[Collected data]
------------
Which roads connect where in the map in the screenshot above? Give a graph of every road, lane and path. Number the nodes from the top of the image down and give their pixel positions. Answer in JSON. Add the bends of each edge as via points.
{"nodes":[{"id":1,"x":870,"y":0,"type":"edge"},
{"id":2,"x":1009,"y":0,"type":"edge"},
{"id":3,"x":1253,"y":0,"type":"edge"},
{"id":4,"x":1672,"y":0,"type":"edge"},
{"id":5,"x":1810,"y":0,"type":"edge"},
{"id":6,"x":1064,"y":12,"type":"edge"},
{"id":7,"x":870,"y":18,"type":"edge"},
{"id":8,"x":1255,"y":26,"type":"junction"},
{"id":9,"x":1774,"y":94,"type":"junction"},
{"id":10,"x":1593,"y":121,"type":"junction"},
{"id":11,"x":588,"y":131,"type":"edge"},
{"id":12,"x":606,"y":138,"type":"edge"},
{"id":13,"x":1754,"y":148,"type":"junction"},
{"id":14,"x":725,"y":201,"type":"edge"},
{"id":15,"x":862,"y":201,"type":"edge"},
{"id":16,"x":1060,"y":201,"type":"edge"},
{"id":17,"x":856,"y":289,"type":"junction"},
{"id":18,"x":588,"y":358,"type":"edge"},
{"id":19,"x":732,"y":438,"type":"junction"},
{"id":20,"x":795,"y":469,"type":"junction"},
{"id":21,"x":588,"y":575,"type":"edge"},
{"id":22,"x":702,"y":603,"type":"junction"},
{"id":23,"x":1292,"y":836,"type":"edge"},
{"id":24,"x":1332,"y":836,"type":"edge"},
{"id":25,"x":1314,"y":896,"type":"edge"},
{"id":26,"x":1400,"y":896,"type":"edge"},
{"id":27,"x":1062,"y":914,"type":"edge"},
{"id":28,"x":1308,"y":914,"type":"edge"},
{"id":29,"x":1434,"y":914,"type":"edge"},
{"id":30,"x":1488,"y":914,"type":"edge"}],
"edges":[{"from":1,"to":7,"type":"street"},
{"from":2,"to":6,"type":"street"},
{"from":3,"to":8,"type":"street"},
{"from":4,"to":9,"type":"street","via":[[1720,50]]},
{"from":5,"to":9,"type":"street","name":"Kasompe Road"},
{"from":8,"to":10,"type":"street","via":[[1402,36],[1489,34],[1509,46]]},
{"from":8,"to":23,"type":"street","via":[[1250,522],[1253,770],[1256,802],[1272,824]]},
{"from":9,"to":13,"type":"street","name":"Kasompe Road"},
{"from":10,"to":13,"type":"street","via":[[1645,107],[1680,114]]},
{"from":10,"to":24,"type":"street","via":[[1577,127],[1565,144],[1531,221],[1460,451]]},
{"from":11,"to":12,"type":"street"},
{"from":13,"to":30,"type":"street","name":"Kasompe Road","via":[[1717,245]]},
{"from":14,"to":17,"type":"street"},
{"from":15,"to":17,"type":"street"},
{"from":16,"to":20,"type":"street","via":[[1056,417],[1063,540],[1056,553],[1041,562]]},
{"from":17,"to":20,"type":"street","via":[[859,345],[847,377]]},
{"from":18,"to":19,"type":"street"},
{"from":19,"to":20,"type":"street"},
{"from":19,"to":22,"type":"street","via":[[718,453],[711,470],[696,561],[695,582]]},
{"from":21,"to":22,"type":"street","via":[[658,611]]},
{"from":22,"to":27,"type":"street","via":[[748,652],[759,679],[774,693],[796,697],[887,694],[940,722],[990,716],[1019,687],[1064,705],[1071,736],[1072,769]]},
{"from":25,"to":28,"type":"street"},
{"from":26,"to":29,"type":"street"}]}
------------
> **What the exercise asks**:
Filter the data for the string "name". Copy each matching line.

> **Written solution**:
{"from":5,"to":9,"type":"street","name":"Kasompe Road"},
{"from":9,"to":13,"type":"street","name":"Kasompe Road"},
{"from":13,"to":30,"type":"street","name":"Kasompe Road","via":[[1717,245]]},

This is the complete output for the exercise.